Cumulative mean-square fluctuations over 10 slowest modes 〈ΔR_i²〉_k=10 for the regions (a) h44 and (b) H69 in models 70S, 70S+EF-Tu and 70S_no_A_P_E. The fluctuations are scaled between 0 and 1 for clarity.

Figure 6

(a) The mRNA (red) 3’ end surrounded by ribosomal proteins S3 (blue), S4 (orange) and S5 (green) and its 5’ end interacting with 16S 3’ end (purple). Residues reported to be important for the helicase activity and the translation fidelity of the ribosome,, are shown on the S3, S4 and S5. (b) Mean-square fluctuations between S3, S4, S5 proteins and the closest nucleotide A27 on mRNA cumulatively over the slowest 10 modes.

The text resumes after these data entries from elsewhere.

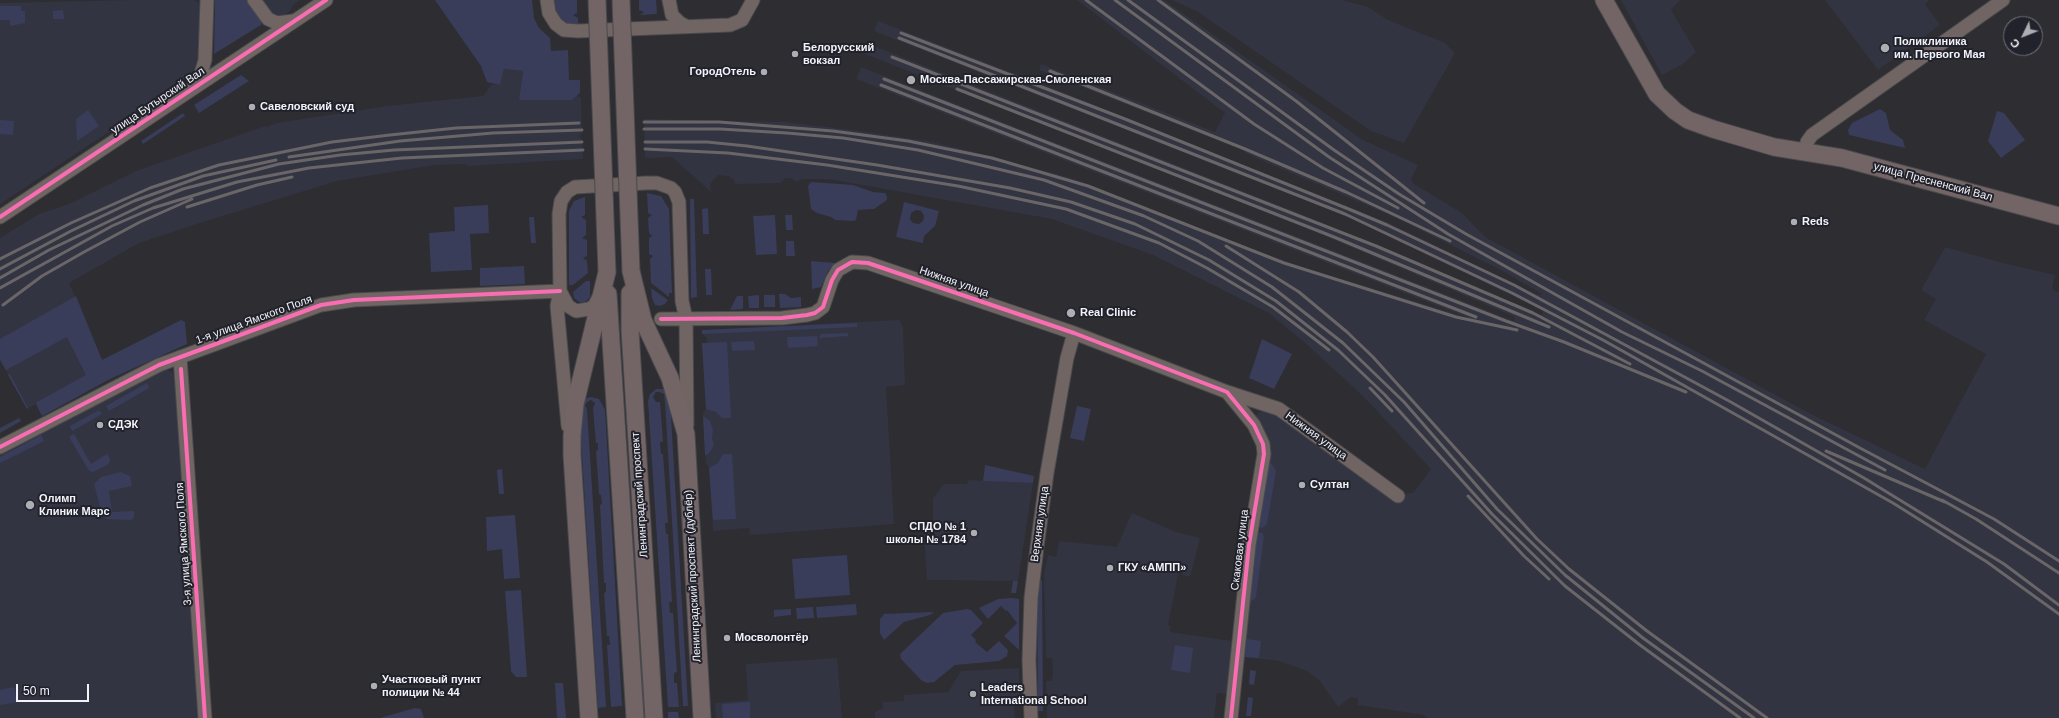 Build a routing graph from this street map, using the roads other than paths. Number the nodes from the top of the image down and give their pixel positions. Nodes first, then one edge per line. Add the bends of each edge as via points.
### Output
1 (208, 0) edge
2 (254, 0) edge
3 (326, 0) edge
4 (547, 0) edge
5 (597, 0) edge
6 (621, 0) edge
7 (670, 0) edge
8 (753, 0) edge
9 (1604, 0) edge
10 (2003, 0) edge
11 (297, 20) junction
12 (686, 26) junction
13 (192, 88) junction
14 (1806, 152) junction
15 (2059, 216) edge
16 (0, 217) edge
17 (631, 271) junction
18 (606, 279) junction
19 (560, 291) junction
20 (637, 293) junction
21 (682, 301) junction
22 (661, 319) junction
23 (686, 320) junction
24 (1074, 333) junction
25 (180, 358) junction
26 (1229, 394) junction
27 (686, 434) junction
28 (0, 447) edge
29 (572, 455) junction
30 (1398, 496) dead end
31 (205, 718) edge
32 (589, 718) edge
33 (635, 718) edge
34 (654, 718) edge
35 (702, 718) edge
36 (1031, 718) edge
37 (1231, 718) edge

1 - 13 street via 204,60 200,76
2 - 11 street via 268,19 277,23
3 - 11 street, улица Бутырский Вал
4 - 12 street via 552,20 559,27 568,30
5 - 18 main road, bridge
6 - 17 main road, bridge
7 - 12 street via 672,15
8 - 12 street via 746,14 736,24
9 - 14 main road, улица Пресненский Вал via 1651,85 1675,111 1688,120 1713,129 1774,147
10 - 14 street via 1812,135 1807,142
11 - 13 street, улица Бутырский Вал
13 - 16 street, улица Бутырский Вал
14 - 15 main road, улица Пресненский Вал via 1842,158
17 - 20 main road, Ленинградский проспект (дублёр)
17 - 34 main road, Ленинградский проспект via 630,330
18 - 19 street via 594,306 582,311 571,309
18 - 29 main road, Ленинградский проспект (дублёр) via 575,404
18 - 33 main road, Ленинградский проспект
19 - 21 street, Ленинградский проспект (дублёр) via 559,211 565,194 578,187 653,183 671,188 679,202
19 - 25 street, 1-я улица Ямского Поля via 337,302 321,305
19 - 29 street, Ленинградский проспект (дублёр) via 557,306
20 - 22 street via 648,314
20 - 27 main road, Ленинградский проспект (дублёр) via 643,320 676,396
21 - 22 street via 675,312
21 - 23 street, Ленинградский проспект (дублёр)
22 - 23 street, Нижняя улица
23 - 24 street, Нижняя улица via 782,318 815,313 823,307 834,275 845,265 858,262 905,274
23 - 27 street, Ленинградский проспект (дублёр)
24 - 26 street, Нижняя улица
24 - 36 street, Верхняя улица via 1067,358 1047,473 1031,598
25 - 28 street, 1-я улица Ямского Поля via 159,365
25 - 31 street, 3-я улица Ямского Поля
26 - 30 street, Нижняя улица via 1279,409
26 - 37 street, Скаковая улица via 1257,430 1264,454 1249,545
27 - 35 main road, Ленинградский проспект (дублёр)
29 - 32 main road, Ленинградский проспект (дублёр) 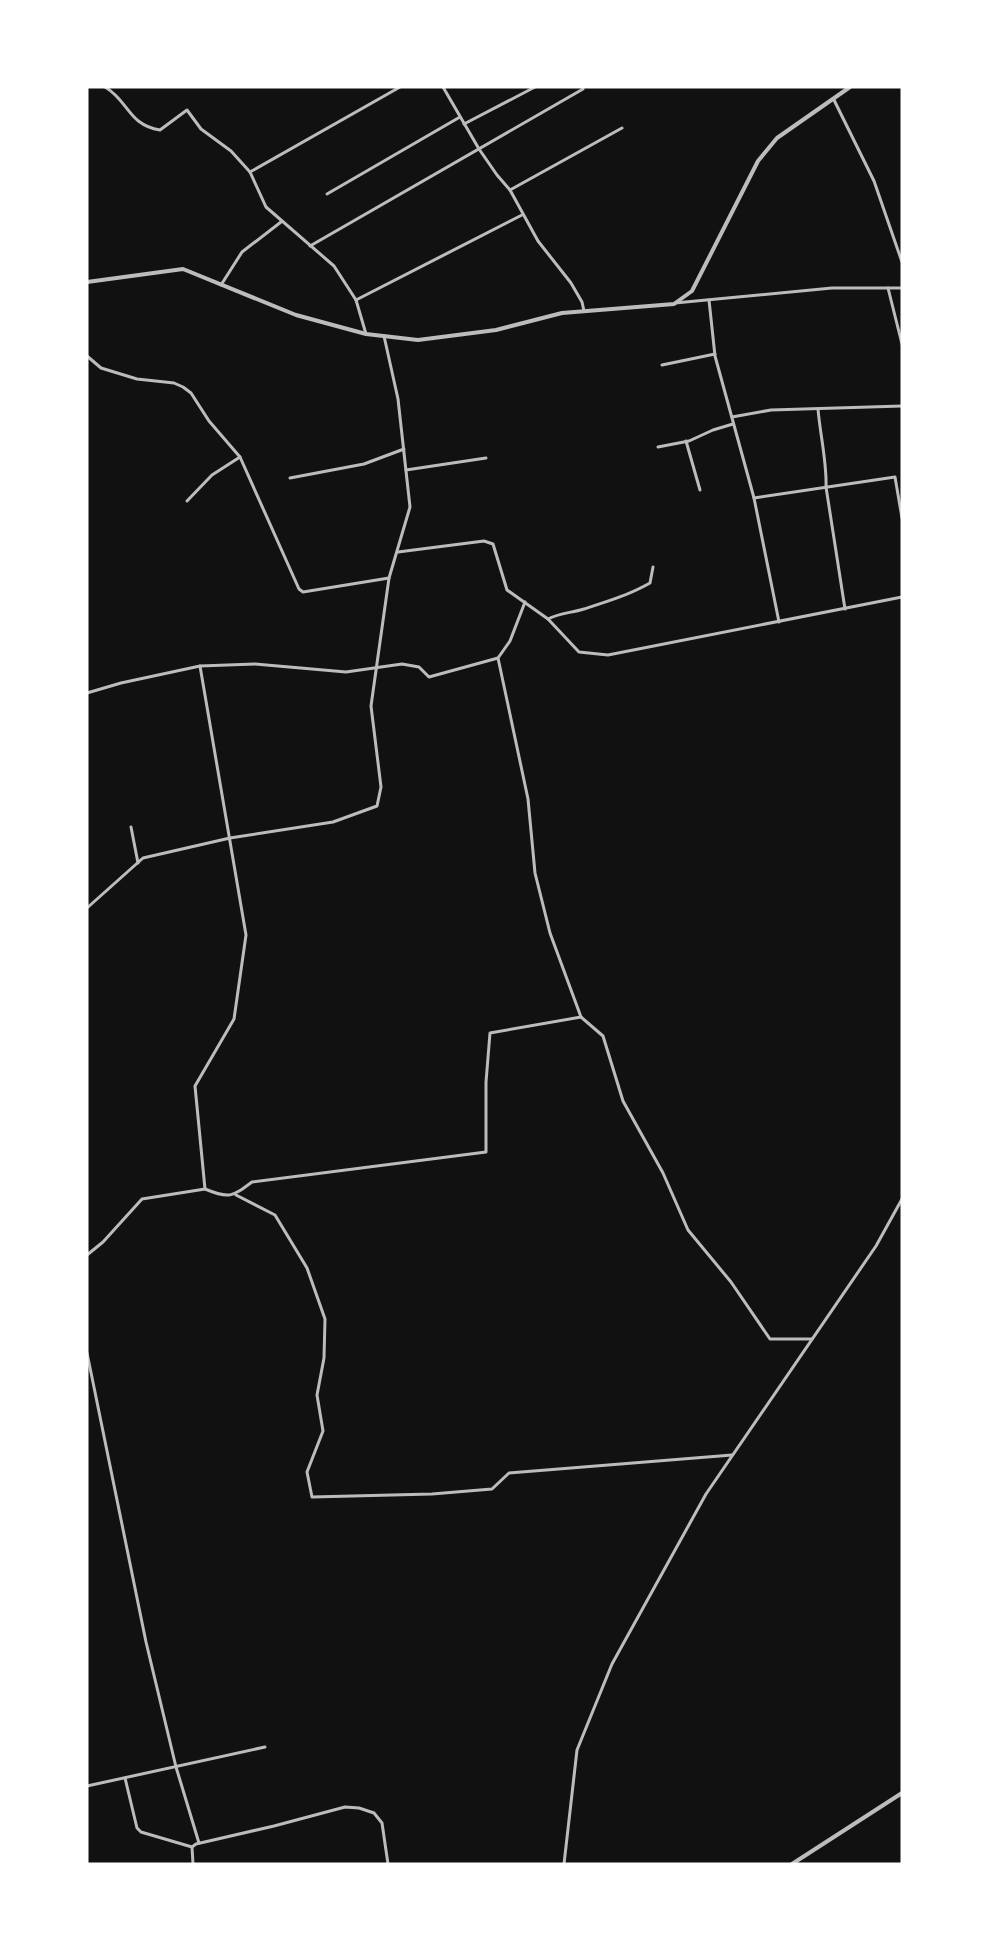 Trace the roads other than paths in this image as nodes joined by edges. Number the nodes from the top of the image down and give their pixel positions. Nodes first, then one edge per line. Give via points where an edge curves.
1 (105, 87) edge
2 (400, 87) edge
3 (443, 87) edge
4 (535, 87) edge
5 (850, 87) edge
6 (583, 89) dead end
7 (834, 99) junction
8 (460, 117) junction
9 (464, 124) junction
10 (622, 128) dead end
11 (479, 149) junction
12 (250, 172) junction
13 (510, 190) junction
14 (327, 194) dead end
15 (523, 215) junction
16 (281, 222) junction
17 (309, 246) junction
18 (902, 262) edge
19 (87, 282) edge
20 (221, 285) junction
21 (888, 288) junction
22 (902, 288) edge
23 (356, 300) junction
24 (709, 300) junction
25 (674, 304) junction
26 (584, 311) junction
27 (366, 334) junction
28 (384, 336) junction
29 (902, 344) edge
30 (715, 354) junction
31 (87, 356) edge
32 (662, 365) dead end
33 (902, 406) edge
34 (818, 409) junction
35 (732, 417) junction
36 (734, 424) junction
37 (686, 441) junction
38 (658, 447) dead end
39 (404, 449) junction
40 (240, 458) junction
41 (486, 458) dead end
42 (406, 470) junction
43 (290, 478) dead end
44 (826, 487) junction
45 (700, 490) dead end
46 (754, 498) junction
47 (187, 501) dead end
48 (902, 518) edge
49 (397, 552) junction
50 (653, 567) dead end
51 (389, 578) junction
52 (902, 597) edge
53 (525, 602) junction
54 (845, 609) junction
55 (548, 619) junction
56 (779, 622) junction
57 (498, 658) junction
58 (200, 666) junction
59 (377, 668) junction
60 (87, 693) edge
61 (131, 827) dead end
62 (230, 838) junction
63 (138, 863) junction
64 (87, 908) edge
65 (580, 1017) junction
66 (205, 1189) junction
67 (236, 1195) junction
68 (902, 1199) edge
69 (87, 1255) edge
70 (812, 1339) junction
71 (87, 1353) edge
72 (732, 1455) junction
73 (265, 1747) dead end
74 (176, 1767) junction
75 (125, 1778) junction
76 (87, 1786) edge
77 (902, 1793) edge
78 (199, 1843) junction
79 (192, 1846) junction
80 (193, 1864) edge
81 (388, 1864) edge
82 (564, 1864) edge
83 (792, 1864) edge

1 - 12 street via 147,128 160,130 187,110 201,129
2 - 12 street
3 - 8 street
4 - 9 street
5 - 7 street
6 - 11 street
7 - 18 street via 874,181
7 - 25 street via 777,138 758,161 692,291
8 - 9 street
8 - 14 street
9 - 11 street
10 - 13 street
11 - 13 street
11 - 17 street
12 - 16 street via 266,207
13 - 15 street
15 - 23 street
15 - 26 street via 570,283
16 - 17 street
16 - 20 street via 242,252
17 - 23 street via 334,266
19 - 20 street via 183,269
20 - 27 street via 296,315
21 - 22 street
21 - 24 street via 832,288
21 - 29 street
23 - 27 street
24 - 25 street
24 - 30 street
25 - 26 street
26 - 28 street via 496,330 418,340
27 - 28 street
28 - 39 street via 394,373
30 - 32 street
30 - 35 street
31 - 40 street via 101,368 183,387
33 - 34 street
34 - 35 street via 771,410
34 - 44 street
35 - 36 street
36 - 37 street
36 - 46 street
37 - 38 street
37 - 45 street
39 - 42 street
39 - 43 street via 364,464
40 - 47 street via 212,475
40 - 51 street via 303,592
41 - 42 street
42 - 49 street via 410,507
44 - 46 street
44 - 48 street via 895,477
44 - 54 street
46 - 56 street
49 - 51 street
49 - 53 street via 484,541 493,544 507,590
50 - 55 street via 650,583 637,590
51 - 59 street
52 - 54 street
53 - 55 street
53 - 57 street via 510,641
54 - 56 street
55 - 56 street via 579,652 608,655
57 - 59 street via 429,677 419,667 402,664
57 - 65 street via 528,799 535,873 550,933
58 - 59 street via 255,664 346,672
58 - 60 street
58 - 62 street
59 - 62 street via 371,706 381,787 377,806 333,822
61 - 63 street
62 - 63 street via 144,858
62 - 66 street via 246,935 234,1019 195,1086
63 - 64 street
65 - 67 street via 490,1033 486,1152 252,1182
65 - 70 street via 603,1036 623,1101 663,1173 688,1230 731,1282 770,1339
66 - 67 street via 220,1196
66 - 69 street via 142,1199
67 - 72 street via 275,1215 306,1268 325,1319 324,1358 317,1395 323,1431 307,1472 312,1497 492,1489 509,1473
68 - 70 street via 876,1246
70 - 72 street
71 - 74 street via 146,1642
72 - 82 street via 706,1494 608,1675 577,1750
73 - 74 street
74 - 75 street
74 - 78 street
75 - 76 street
75 - 79 street via 137,1828
77 - 83 street
78 - 79 street
78 - 81 street via 345,1807 359,1808 374,1813 382,1824
79 - 80 street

Cumulative mean-square fluctuations summed over the slowest 10 modes 〈ΔR_i²〉_k=10 are shown for (c) mRNA and (d) the 3’ end of the 16S rRNA. It should be noted that all mean-square fluctuation values are relative and not scaled to match experimental B-factors. (e) Comparison of mRNA strands observed in various crystal structures; color codes for pdb files: 1JGO (blue), 2B64 (orange), 2J00 (green), 1YL4 (purple), 2HGR (black). When the different ribosome crystal structures (color coded as mentioned above) are compared, it is noteworthy that the side chains of the residues functioning in the helicase activity are very mobile.

Figure 7

Mean-square distance fluctuations 〈ΔR_ij²〉_k=10 based on the cumulative sum of the slowest ten modes plotted for S3, S4, S5 between the closest mRNA nucleotide A27 for the model systems 70S, 70S_no_A_P_E and 70S+EF-Tu. The curves have been normalized and the motions are rescaled for purposes of comparison among the different parts of the structure.

Figure 8

(a) The 5’ end of the mRNA (red) is surrounded by ribosomal proteins S7 (magenta), S11 (turquoise) and S18 (gray) at the exit channel, shown in two views. The important residues reported in various studies, ,, are shown on the right in stick form. (b) Cumulative mean-square fluctuations summed over the slowest 10 modes 〈ΔR_i²〉 _k=10 plotted for S7, S11 and S18, and rescaled between 0 and 1 . It is clear that the residues indicated in (a) and (b) surrounding the mRNA undergo extremely small fluctuations in ten slowest most important modes.